I understand that the target users are closer to the consumer/prosumer market than the true "motion picture professional" but if your pictures are constantly out of focus you, no matter what category of filmaker you fall under, you might as well go into radio.

The manual lens makes a world of difference in the finished product when using the XL-1. It actually validates it as a production camera. The manual lens takes all of the guesswork out of focusing, allowing you to actually pull with the action. If you do go soft, then it is an issue of you either getting ahead of the action or lagging behind it.

Regards, RB.

Ken Tanaka
October 11th, 2003, 10:53 PM
I could be very wrong, but I think Charles was being facetious in response to my "...professional" remark. I know he uses a 14x manual lens with his XL1.

Rick Bravo
October 11th, 2003, 11:24 PM
I apologize if I misunderstood Charles' post, my reply was not meant to be adversarial. I take my camera work very seriously, particularly when it comes to focus, and when I cannot meet my own standards due to inadequate equipment, I guess it kind of rankles my feathers a bit.

Maybe it is just my frustration with a product that has so many positive attributes but fails in the most fundamental feature that can make or break a production.

I don't quite understand how a company, any company, not just Canon, tries to reach out to the professional filmaker but at the same time ignores the shortcomings of that same product.

I felt that it was necessary to make sure that Nawaf's question was answered in detail and to his satisfaction as focus is one of the fundamental elements of good filmaking.

Again, my apologies if I have offended anyone.

RB

Ken Tanaka
October 11th, 2003, 11:56 PM
No Rick, on the contrary! I think everyone greatly appreciated your detailed front-line comments concerning the job of the focus puller in professional filmmaking. So many discussions here, and elsewhere, devote their energy to frame rates, depth of field and other technical issues. Precise and persistent focus throughout a motion shot is a matter generally overlooked in such discussions. But it's fundamental to a professional look, yet so deceptively difficult to accomplish on most prosumer cameras. It still baffles me how someone can pull focus often without looking through the lens in some way.
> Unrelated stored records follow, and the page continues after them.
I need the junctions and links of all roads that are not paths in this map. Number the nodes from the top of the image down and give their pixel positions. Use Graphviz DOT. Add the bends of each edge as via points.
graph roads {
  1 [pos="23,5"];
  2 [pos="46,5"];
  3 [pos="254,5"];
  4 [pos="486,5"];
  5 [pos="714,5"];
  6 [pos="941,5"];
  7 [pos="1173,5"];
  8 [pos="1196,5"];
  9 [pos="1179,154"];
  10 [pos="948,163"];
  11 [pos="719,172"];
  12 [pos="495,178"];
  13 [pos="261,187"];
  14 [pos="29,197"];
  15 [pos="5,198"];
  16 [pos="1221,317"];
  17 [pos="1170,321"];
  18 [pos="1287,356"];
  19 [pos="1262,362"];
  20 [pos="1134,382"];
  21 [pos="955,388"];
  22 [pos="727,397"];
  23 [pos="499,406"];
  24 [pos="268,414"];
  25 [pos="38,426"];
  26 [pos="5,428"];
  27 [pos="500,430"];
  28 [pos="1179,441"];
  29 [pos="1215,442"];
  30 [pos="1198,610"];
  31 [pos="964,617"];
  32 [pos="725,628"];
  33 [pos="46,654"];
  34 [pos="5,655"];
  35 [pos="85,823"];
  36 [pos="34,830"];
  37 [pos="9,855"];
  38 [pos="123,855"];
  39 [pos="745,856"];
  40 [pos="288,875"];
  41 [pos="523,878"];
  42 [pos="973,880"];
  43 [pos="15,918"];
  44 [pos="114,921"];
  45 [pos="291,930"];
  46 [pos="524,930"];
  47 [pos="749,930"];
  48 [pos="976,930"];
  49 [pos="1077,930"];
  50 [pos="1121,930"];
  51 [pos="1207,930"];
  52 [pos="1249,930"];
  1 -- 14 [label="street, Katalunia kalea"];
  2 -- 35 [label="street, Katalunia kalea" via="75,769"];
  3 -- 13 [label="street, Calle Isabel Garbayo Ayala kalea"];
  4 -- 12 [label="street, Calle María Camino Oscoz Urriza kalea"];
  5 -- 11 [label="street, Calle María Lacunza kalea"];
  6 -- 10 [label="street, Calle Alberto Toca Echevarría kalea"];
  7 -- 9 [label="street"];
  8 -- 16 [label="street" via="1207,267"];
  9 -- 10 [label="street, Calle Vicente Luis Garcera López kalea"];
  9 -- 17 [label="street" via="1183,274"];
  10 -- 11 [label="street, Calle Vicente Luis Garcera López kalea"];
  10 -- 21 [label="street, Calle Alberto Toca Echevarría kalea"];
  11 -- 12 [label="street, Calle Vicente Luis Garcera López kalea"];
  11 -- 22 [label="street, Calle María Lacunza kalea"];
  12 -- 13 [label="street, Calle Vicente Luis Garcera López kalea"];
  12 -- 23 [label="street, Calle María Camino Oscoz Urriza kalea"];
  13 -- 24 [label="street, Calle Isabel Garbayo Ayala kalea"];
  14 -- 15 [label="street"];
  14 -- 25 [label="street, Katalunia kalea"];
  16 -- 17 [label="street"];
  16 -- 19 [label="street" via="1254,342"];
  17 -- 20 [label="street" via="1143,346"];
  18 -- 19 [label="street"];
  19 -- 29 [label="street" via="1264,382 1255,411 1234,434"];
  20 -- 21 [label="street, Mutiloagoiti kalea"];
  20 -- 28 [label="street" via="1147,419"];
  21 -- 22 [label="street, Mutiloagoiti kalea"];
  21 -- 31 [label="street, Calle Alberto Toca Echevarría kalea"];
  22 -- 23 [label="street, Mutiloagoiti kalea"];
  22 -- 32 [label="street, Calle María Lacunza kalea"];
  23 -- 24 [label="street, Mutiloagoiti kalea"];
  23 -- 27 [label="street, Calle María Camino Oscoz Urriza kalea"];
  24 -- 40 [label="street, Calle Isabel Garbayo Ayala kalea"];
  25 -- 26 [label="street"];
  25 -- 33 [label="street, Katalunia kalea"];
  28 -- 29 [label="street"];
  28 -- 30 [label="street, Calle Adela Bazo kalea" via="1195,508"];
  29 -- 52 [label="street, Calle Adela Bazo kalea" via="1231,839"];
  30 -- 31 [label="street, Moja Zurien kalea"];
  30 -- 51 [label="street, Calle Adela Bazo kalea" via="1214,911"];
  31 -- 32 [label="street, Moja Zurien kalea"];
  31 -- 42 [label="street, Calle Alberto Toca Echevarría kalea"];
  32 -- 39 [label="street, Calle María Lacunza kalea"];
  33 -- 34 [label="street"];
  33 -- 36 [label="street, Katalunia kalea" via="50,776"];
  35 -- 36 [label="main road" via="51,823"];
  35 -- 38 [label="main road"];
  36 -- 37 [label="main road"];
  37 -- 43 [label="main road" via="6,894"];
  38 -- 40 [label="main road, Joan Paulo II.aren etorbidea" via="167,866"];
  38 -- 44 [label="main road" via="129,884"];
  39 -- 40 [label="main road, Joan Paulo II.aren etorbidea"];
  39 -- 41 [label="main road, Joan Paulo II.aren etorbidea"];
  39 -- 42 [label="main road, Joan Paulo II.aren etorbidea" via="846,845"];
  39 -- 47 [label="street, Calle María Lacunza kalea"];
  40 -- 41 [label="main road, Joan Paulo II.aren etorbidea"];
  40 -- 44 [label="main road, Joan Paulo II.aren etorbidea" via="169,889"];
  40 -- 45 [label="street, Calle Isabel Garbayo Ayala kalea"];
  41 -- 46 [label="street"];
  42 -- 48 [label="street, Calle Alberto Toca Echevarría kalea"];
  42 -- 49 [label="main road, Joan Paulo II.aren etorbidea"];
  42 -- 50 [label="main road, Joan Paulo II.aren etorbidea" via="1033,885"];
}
But I guess it's an acquired skill that, as you say, can just become second nature with practice and knowledge of lenses.

Nawaf Alali
October 12th, 2003, 06:12 AM
Thanx everone for the replies, that was really helpfull. I never thought focus-puller's job was that tough!
I've just started getting into short-film. It's nice to know these details, so I know what to invest for the future.

Charles Papert
October 12th, 2003, 11:31 AM
Sorry guys, of course Ken is right and I was being facetious. It's my fault really; I find emoticons annoying and I'm not much interested in writing "hehehe" when I'm being sarcastic either, it reminds me of Beavis and Butthead or something.
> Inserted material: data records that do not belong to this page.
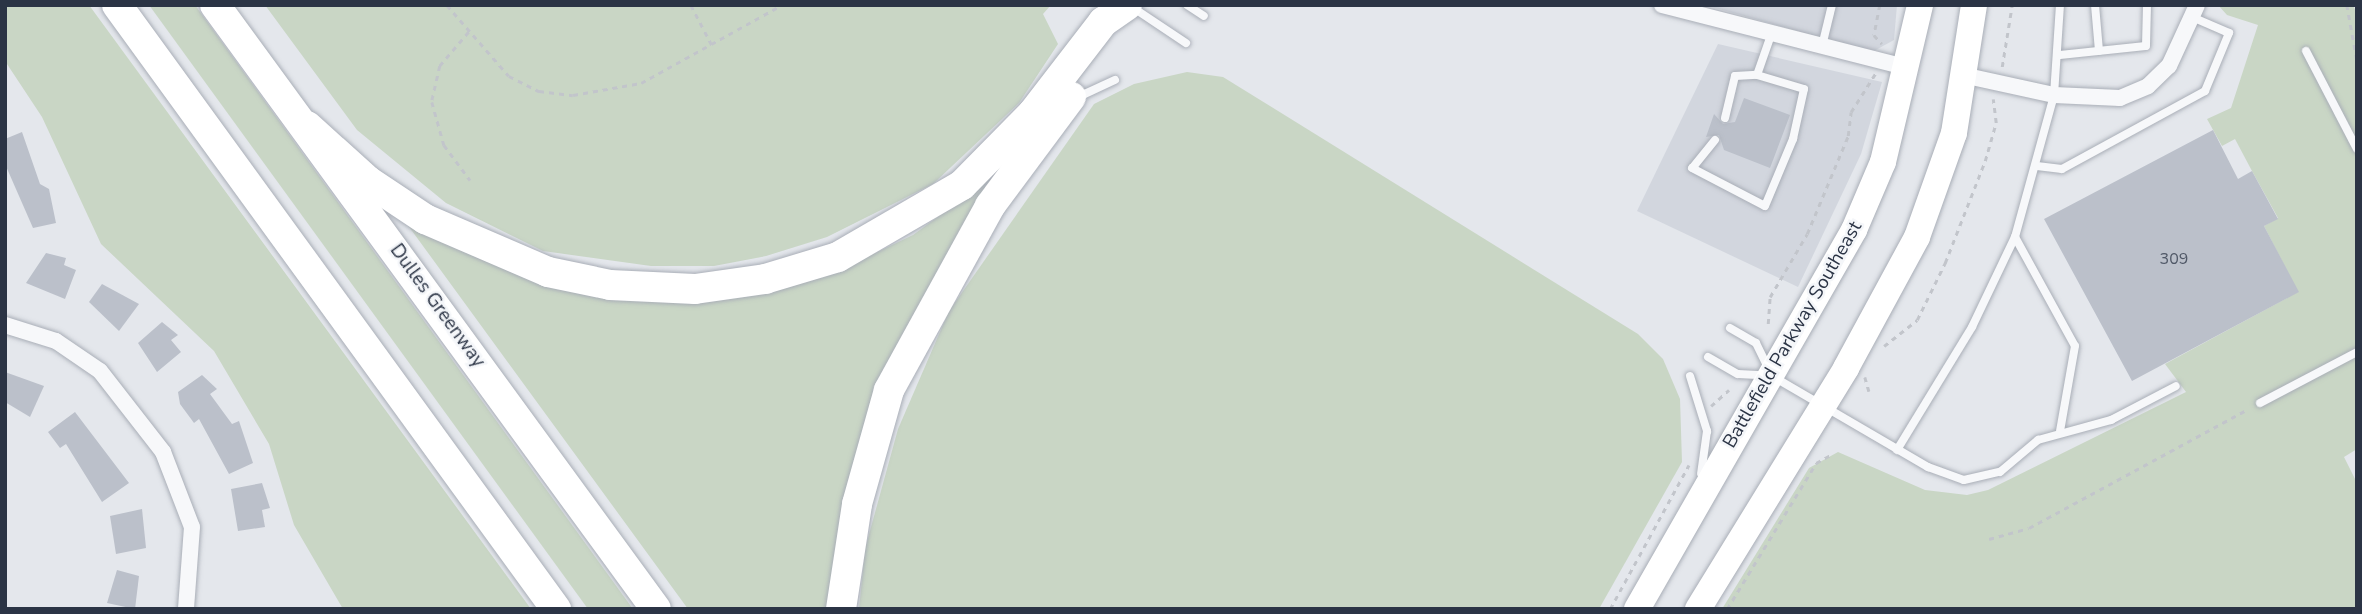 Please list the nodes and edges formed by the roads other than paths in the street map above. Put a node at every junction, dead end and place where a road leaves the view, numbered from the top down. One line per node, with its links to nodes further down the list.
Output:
1 (117, 5): 46 (highway)
2 (215, 5): 28 (highway, Dulles Greenway)
3 (1128, 5): 16 (lane); 26 (highway); 28 (highway)
4 (1187, 5): 14 (lane)
5 (1662, 5): 15 (street)
6 (1832, 5): 17 (lane)
7 (1920, 5): 21 (main road, Battlefield Parkway Southeast)
8 (1974, 5): 23 (main road)
9 (2060, 5): 20 (lane)
10 (2107, 5): 12 (lane)
11 (2147, 5): 18 (lane)
12 (2095, 6): 18 (lane)
13 (2194, 11): 25 (street); 31 (lane)
14 (1204, 16)
15 (1771, 35): 17 (street); 22 (lane)
16 (1186, 43)
17 (1822, 46): 21 (street)
18 (2099, 51): 20 (lane)
19 (2306, 51): 30 (lane)
20 (2060, 55): 25 (lane)
21 (1909, 68): 38 (main road, Battlefield Parkway Southeast)
22 (1757, 75): 27 (lane); 29 (lane)
23 (1967, 76): 25 (street); 41 (main road)
24 (1115, 80): 26 (lane)
25 (2054, 95): 31 (lane)
26 (1063, 108): 48 (highway)
27 (1725, 118)
28 (307, 126): 47 (highway, Dulles Greenway)
29 (1715, 140)
30 (2357, 149)
31 (2038, 166): 32 (lane)
32 (2015, 237): 42 (lane); 43 (lane)
33 (5, 325): 45 (street)
34 (1730, 328): 38 (lane)
35 (2357, 352): 40 (lane)
36 (1708, 357): 38 (lane)
37 (1690, 376): 44 (lane)
38 (1772, 376): 41 (lane); 44 (main road, Battlefield Parkway Southeast)
39 (2176, 386): 42 (lane)
40 (2260, 403)
41 (1822, 406): 43 (lane); 50 (main road)
42 (2060, 431): 43 (lane)
43 (1898, 450)
44 (1676, 539): 49 (main road, Battlefield Parkway Southeast)
45 (186, 609)
46 (556, 609)
47 (656, 609)
48 (841, 609)
49 (1637, 609)
50 (1698, 609) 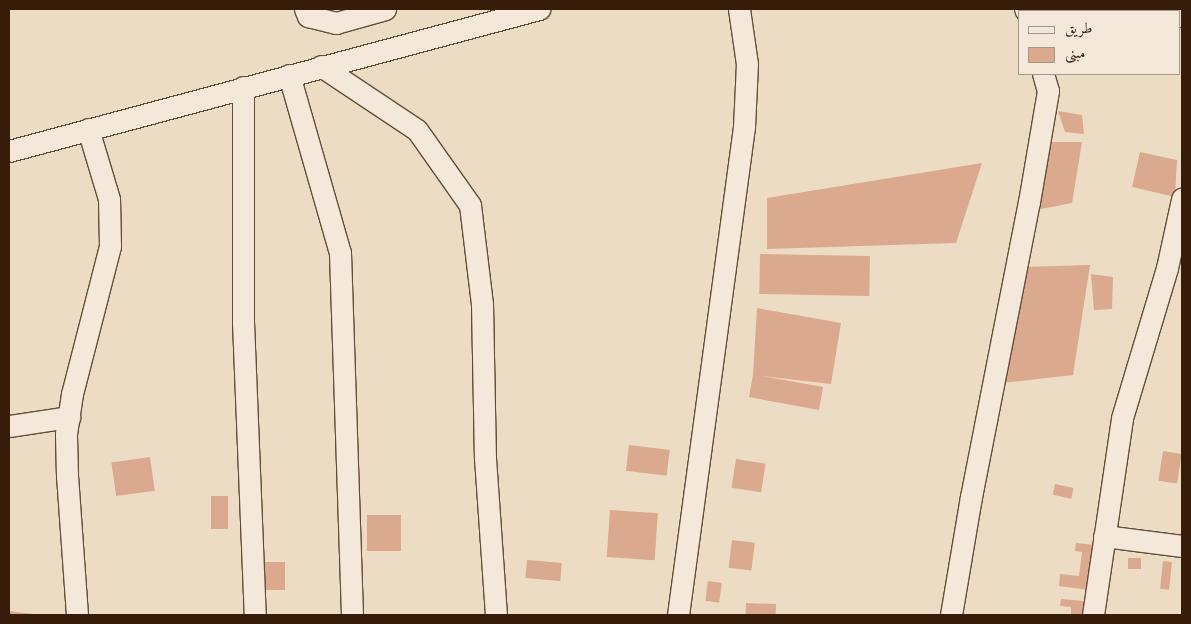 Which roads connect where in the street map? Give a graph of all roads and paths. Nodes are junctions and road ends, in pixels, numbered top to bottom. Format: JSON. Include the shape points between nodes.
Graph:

I just sold my 16x IS II stock lens because I never use it. I'll bet that somewhere out there folks have spent hours using it and thus improved their skills with it, as alien as that seems to those used to rotating a barrel and landing on a mark predictably. As with Rick, the manual lens is what makes the camera functional for me.

Never been a Panatape fan either, Rick. I did a feature this summer with a Panatape fanatic AC--can't say I saw anything impressive in dailies, and I had to deal with the added gear on the Steadicam all day, every day. Annoying.
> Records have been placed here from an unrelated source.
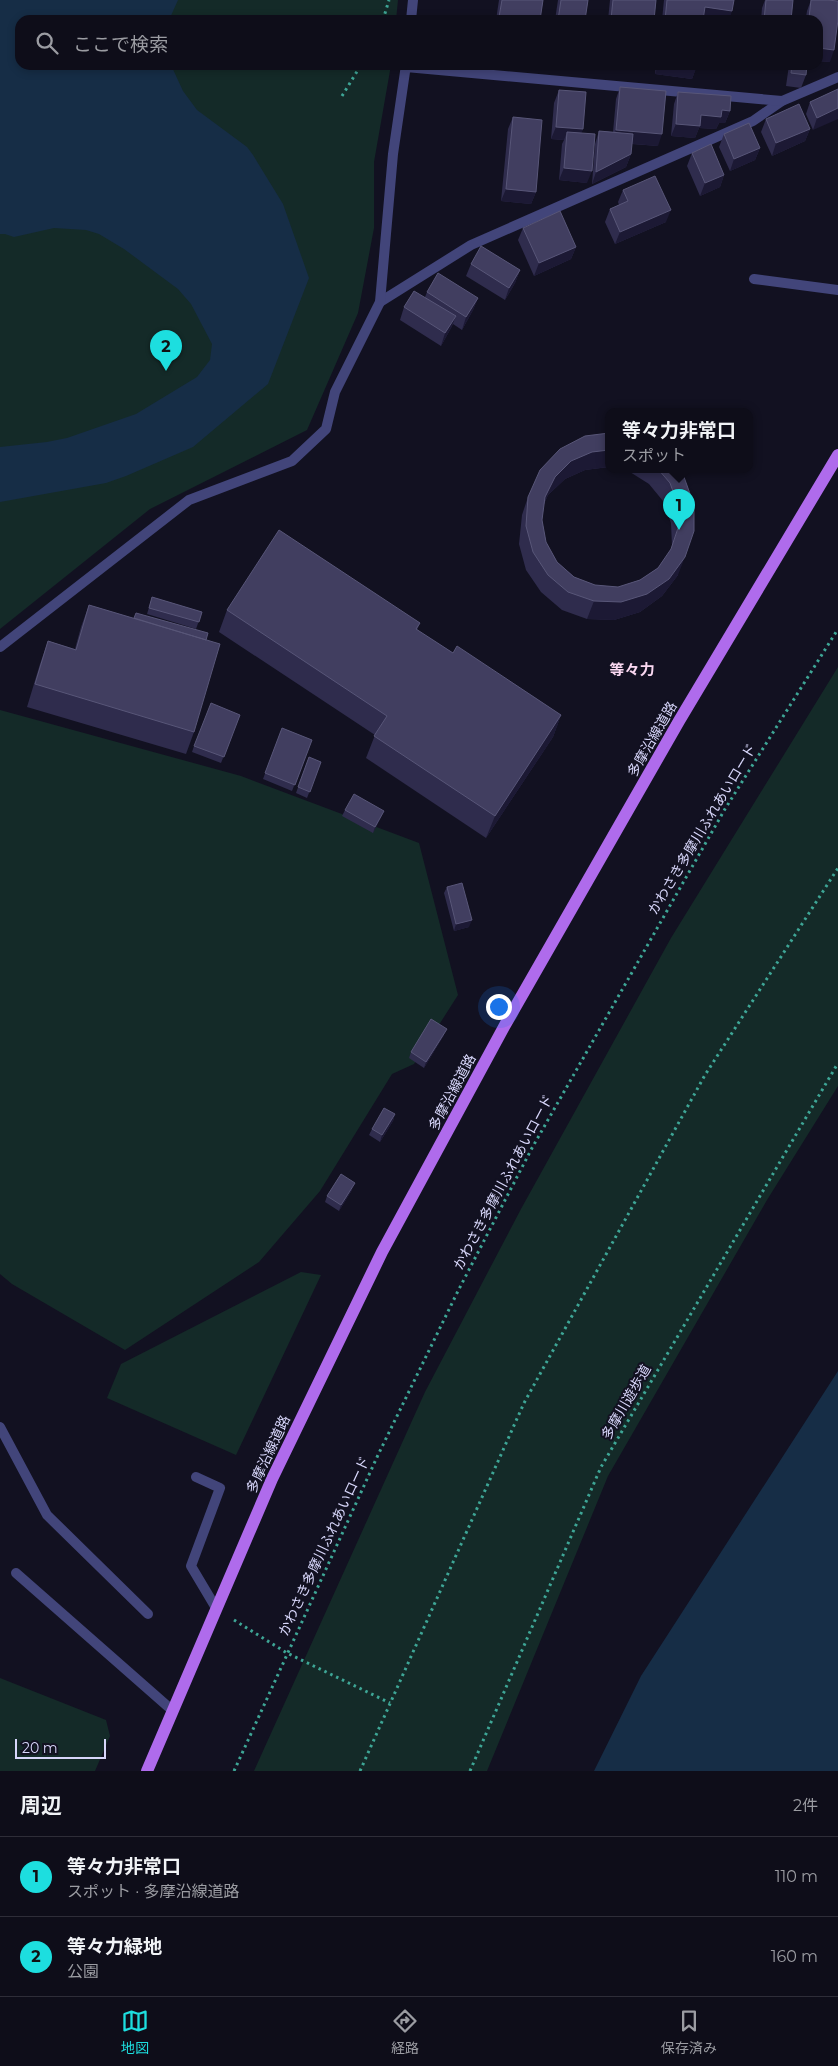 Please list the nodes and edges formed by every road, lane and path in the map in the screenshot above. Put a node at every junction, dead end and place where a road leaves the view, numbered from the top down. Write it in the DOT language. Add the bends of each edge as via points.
graph roads {
  1 [pos="389,0"];
  2 [pos="413,0"];
  3 [pos="384,15"];
  4 [pos="412,15"];
  5 [pos="357,70"];
  6 [pos="405,70"];
  7 [pos="449,70"];
  8 [pos="838,78"];
  9 [pos="342,96"];
  10 [pos="782,101"];
  11 [pos="754,279"];
  12 [pos="838,290"];
  13 [pos="380,302"];
  14 [pos="838,455"];
  15 [pos="838,629"];
  16 [pos="0,647"];
  17 [pos="838,868"];
  18 [pos="838,1063"];
  19 [pos="0,1427"];
  20 [pos="196,1477"];
  21 [pos="16,1573"];
  22 [pos="216,1608"];
  23 [pos="148,1614"];
  24 [pos="249,1630"];
  25 [pos="287,1653"];
  26 [pos="390,1703"];
  27 [pos="173,1711"];
  28 [pos="147,1771"];
  29 [pos="234,1771"];
  30 [pos="360,1771"];
  31 [pos="470,1771"];
  1 -- 3 [label="path"];
  2 -- 4 [label="street"];
  5 -- 9 [label="path"];
  6 -- 13 [label="street" via="393,154"];
  7 -- 10 [label="street"];
  8 -- 10 [label="street"];
  10 -- 13 [label="street" via="753,122 471,245"];
  11 -- 12 [label="street"];
  13 -- 16 [label="street" via="335,392 326,429 292,461 189,500"];
  14 -- 22 [label="main road, 多摩沿線道路" via="650,772 505,1025 410,1200 276,1470"];
  15 -- 25 [label="path, かわさき多摩川ふれあいロード" via="725,809 532,1148 382,1446"];
  17 -- 26 [label="path" via="705,1074 524,1403"];
  18 -- 31 [label="path, 多摩川遊歩道" via="601,1467"];
  19 -- 23 [label="street" via="47,1515"];
  20 -- 22 [label="street" via="220,1488 191,1566"];
  21 -- 27 [label="street"];
  22 -- 27 [label="main road, 多摩沿線道路"];
  24 -- 25 [label="path"];
  25 -- 26 [label="path"];
  25 -- 29 [label="path, かわさき多摩川ふれあいロード"];
  26 -- 30 [label="path"];
  27 -- 28 [label="main road, 多摩沿線道路"];
}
I've actually been the voice of caution for anyone considering using the Mini35 on the XL1, pointing out that a skilled focus puller is absolutely mandatory. Most users are so hungry for the shallow depth of field that they want to shoot wide open on the fastest lenses possible, without considering just how demanding that is focus-wise (and more than a few are just focusing themselves by eye--not generally successful on a 50mm or more unless you are an NFL Films cameraman!)